傅希言說“我對你的可靠性存疑。”
段謙說“你已經看過那封信,想必裴少主也看過了吧,你們就算不相信我,也應該相信那個人。”
傅希言仰起頭,望著晦暗不明的夜空,似乎在做最后的決定。
段謙微微提起心,期待又害怕地等著他最后的答案。
傅希言幽幽地嘆了口氣“你打算怎么離開薊州”
“山人自有妙計。”
天蒙蒙亮,城門內便已經聚集了一群想要外出的百姓。隊伍雖然不擁擠,但人與人之間都挨得很近,除了一輛裝著泔水桶的推車。
周圍的人都自發離它半丈遠,生怕推車人一個不小心,將桶撞倒,泔水撒了,潑到自己身上。
推車的是個老漢,似乎知道自己并不討喜,全程耷拉著頭。
好不容易城門開了,他推著推車,順著隊伍,慢悠悠地出了城,一路往西,走到了荒郊野外,剛停下來,打開其中一個桶蓋,一個人就頂著個圓盤從里面跳了出來。圓盤往地上一丟,上面的泔水晃晃悠悠,差點濺出來。
傅希言臉都綠了“山人這就是你的妙計”
段謙說“委屈少夫人了。”
傅希言嚴肅地說“我不是委屈,我是憋屈。”
段謙說“你這么引人注目,我若是不想辦法把你藏起來,只怕不消一天的工夫,裴少主就能追上來了。”
傅希言嗤笑“這么大個泔水桶,你覺得他不會猜到”
段謙好脾氣地回答“那必然是能猜到的。若是猜不到,貿然失去你的消息,只怕也不消一天的工夫,裴少主就會發狂,那我就會遭殃了。我們之前說好的,我挾持你逃跑,少主在后面追,大家始終保持著一段距離,萬一發生意外,也能盡量拖延到少主援手。”

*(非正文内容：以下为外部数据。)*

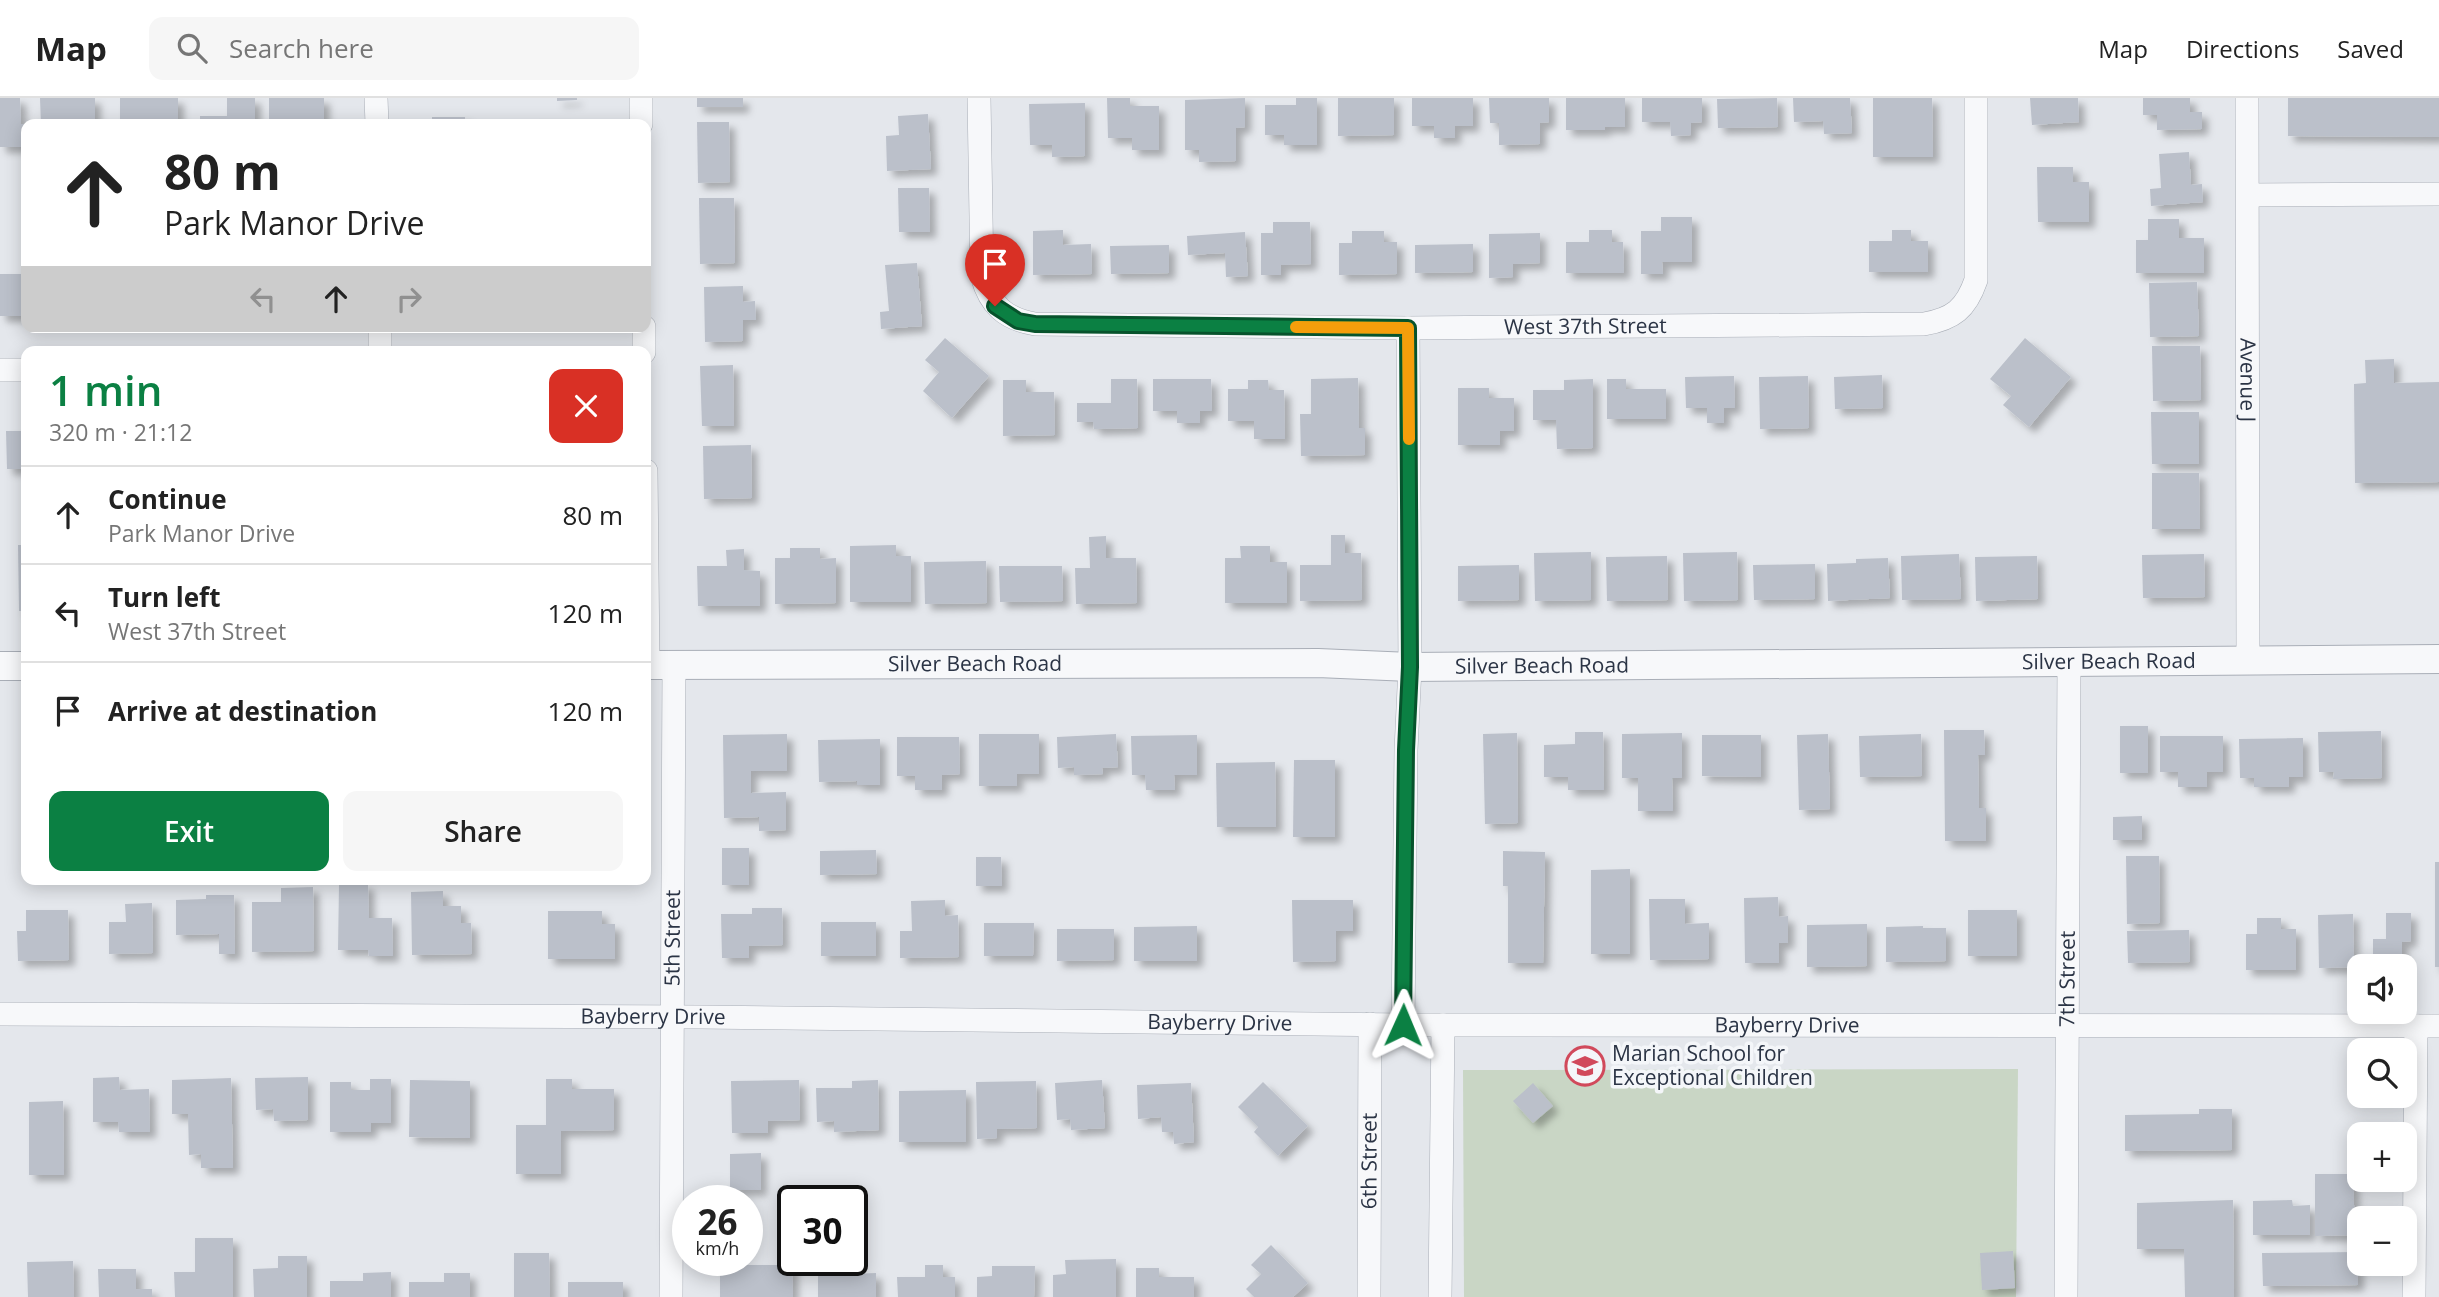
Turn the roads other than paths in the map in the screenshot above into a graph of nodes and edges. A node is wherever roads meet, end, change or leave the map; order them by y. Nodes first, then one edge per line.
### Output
1 (376, 98) edge
2 (641, 98) edge
3 (979, 98) edge
4 (1976, 98) edge
5 (2247, 98) edge
6 (377, 119) edge
7 (641, 119) edge
8 (2439, 194) edge
9 (2248, 195) junction
10 (1408, 328) junction
11 (0, 370) edge
12 (21, 370) edge
13 (651, 568) edge
14 (2439, 659) edge
15 (2248, 661) junction
16 (2069, 662) junction
17 (656, 664) edge
18 (0, 666) edge
19 (21, 666) edge
20 (1410, 667) junction
21 (0, 1014) edge
22 (672, 1017) junction
23 (1370, 1024) junction
24 (2067, 1024) junction
25 (1403, 1025) junction
26 (1443, 1025) junction
27 (2416, 1026) junction
28 (2439, 1026) edge
29 (671, 1297) edge
30 (1369, 1297) edge
31 (1440, 1297) edge
32 (2066, 1297) edge
33 (2414, 1297) edge

1 - 6 street
2 - 7 street
3 - 10 street, West 37th Street
4 - 10 street, West 37th Street
5 - 9 street, Avenue J
8 - 9 street
9 - 15 street, Avenue J
10 - 20 street
11 - 12 street
13 - 17 street, 5th Street
14 - 15 street, Silver Beach Road
15 - 16 street, Silver Beach Road
16 - 20 street, Silver Beach Road
16 - 24 street, 7th Street
17 - 20 street, Silver Beach Road
17 - 22 street, 5th Street
18 - 19 street
20 - 25 street
21 - 22 street, Bayberry Drive
22 - 23 street, Bayberry Drive
22 - 29 street, 5th Street
23 - 25 street, Bayberry Drive
23 - 30 street, 6th Street
24 - 26 street, Bayberry Drive
24 - 27 street, Bayberry Drive
24 - 32 street, 7th Street
25 - 26 street, Bayberry Drive
26 - 31 street
27 - 28 street, Bayberry Drive
27 - 33 street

傅希言見他說得情真意切,也不好意思胡攪蠻纏下去“接下來怎么辦”
段謙推著泔水桶去了樹林深處,然后牽出一匹老黃馬來,又帶著他去了山腳一個破舊的茅草屋,從里面挖出了一個車廂,將馬套在車廂上,兩人就算有了自駕游的交通工具,開啟“絕地大逃亡”。
侯家胡同最大的住宅在一天內易主,遷入的人家很神秘,很低調,可看到那考究的馬車,威風凜凜的護衛,鄰居們心中便有了猜測。
畢竟,這里離府君山實在太近了。
裴元瑾將于長老安頓好之后,便開始了薊州城內與西線的部署。
昨夜傅希言轉述段謙的計劃時,他第一反應便是拒絕。傅希言是他的命脈,身心皆是,讓傅希言冒險,等于將自己的命送到了別人手里,他如何能應。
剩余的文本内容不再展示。